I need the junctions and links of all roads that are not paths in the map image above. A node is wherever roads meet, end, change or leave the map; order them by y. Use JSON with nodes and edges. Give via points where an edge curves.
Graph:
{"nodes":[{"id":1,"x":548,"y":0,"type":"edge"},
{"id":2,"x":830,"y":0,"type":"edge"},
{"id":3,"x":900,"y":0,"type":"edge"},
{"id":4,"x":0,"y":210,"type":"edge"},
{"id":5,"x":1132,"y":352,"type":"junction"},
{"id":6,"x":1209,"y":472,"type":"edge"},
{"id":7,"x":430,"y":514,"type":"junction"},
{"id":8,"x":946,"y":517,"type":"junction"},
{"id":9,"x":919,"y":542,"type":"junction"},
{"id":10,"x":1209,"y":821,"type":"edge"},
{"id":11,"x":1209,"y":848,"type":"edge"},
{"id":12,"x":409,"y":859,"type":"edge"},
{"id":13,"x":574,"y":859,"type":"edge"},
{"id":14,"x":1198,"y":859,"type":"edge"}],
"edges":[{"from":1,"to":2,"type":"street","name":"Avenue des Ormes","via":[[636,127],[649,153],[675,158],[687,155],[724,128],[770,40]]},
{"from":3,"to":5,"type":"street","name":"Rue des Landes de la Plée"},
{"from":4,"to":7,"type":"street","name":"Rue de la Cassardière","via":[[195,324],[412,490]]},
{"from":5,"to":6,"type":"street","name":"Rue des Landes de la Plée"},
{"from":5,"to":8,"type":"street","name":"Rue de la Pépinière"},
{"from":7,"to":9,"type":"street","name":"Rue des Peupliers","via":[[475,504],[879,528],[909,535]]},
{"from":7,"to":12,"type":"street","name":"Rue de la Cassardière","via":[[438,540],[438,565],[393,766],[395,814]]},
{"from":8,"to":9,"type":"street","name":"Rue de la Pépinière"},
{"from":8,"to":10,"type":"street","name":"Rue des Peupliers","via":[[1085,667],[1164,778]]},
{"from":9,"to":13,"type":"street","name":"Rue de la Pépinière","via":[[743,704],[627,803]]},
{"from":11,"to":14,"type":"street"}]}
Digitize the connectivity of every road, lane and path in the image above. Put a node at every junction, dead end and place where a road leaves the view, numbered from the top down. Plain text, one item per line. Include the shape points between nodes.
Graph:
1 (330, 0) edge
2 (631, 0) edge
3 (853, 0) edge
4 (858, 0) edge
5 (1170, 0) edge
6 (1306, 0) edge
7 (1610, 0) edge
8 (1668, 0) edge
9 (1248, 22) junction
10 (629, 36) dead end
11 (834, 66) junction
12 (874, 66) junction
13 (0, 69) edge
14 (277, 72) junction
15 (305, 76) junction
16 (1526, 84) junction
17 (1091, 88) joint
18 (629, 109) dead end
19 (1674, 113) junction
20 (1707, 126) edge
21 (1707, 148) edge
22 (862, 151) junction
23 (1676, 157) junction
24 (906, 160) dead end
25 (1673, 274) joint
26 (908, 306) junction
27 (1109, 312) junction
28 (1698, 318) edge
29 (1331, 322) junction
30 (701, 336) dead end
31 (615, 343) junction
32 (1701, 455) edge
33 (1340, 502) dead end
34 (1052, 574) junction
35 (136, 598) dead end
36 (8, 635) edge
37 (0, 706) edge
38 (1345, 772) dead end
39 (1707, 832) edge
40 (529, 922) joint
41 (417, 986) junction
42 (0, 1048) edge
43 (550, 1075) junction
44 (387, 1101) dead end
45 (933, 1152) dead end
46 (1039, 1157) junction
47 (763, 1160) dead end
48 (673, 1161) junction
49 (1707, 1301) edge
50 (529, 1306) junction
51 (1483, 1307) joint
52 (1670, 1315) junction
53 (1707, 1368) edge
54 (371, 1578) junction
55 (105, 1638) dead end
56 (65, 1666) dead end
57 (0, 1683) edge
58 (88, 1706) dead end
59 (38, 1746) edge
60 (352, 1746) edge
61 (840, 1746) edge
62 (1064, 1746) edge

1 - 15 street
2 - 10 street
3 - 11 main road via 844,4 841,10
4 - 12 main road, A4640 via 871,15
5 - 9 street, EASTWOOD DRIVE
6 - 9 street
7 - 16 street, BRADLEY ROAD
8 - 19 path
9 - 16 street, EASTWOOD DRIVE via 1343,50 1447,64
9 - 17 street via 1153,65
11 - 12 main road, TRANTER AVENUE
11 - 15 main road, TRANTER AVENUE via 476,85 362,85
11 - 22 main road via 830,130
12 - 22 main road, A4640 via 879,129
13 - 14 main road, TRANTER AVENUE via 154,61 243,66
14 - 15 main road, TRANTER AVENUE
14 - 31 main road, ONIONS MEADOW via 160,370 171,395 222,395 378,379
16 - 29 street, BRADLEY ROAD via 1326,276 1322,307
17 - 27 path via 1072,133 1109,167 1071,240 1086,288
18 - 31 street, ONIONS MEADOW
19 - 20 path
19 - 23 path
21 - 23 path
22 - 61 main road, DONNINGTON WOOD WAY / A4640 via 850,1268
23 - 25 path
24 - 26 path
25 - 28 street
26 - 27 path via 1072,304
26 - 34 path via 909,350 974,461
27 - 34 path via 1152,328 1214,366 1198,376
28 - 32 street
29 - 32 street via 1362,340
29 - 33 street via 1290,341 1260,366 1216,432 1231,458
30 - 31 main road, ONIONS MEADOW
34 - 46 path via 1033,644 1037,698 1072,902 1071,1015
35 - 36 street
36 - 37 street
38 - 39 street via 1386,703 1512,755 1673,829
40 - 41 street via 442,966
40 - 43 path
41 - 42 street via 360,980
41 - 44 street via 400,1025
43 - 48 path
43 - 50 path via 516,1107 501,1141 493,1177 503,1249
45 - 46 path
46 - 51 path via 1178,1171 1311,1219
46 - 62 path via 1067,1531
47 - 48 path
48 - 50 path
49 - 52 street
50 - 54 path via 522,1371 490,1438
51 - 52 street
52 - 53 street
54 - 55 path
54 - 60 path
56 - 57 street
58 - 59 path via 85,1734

• **What is required**: Return the lines of the records that include the string "TRANTER".

• **Task answer**:
11 - 12 main road, TRANTER AVENUE
11 - 15 main road, TRANTER AVENUE via 476,85 362,85
13 - 14 main road, TRANTER AVENUE via 154,61 243,66
14 - 15 main road, TRANTER AVENUE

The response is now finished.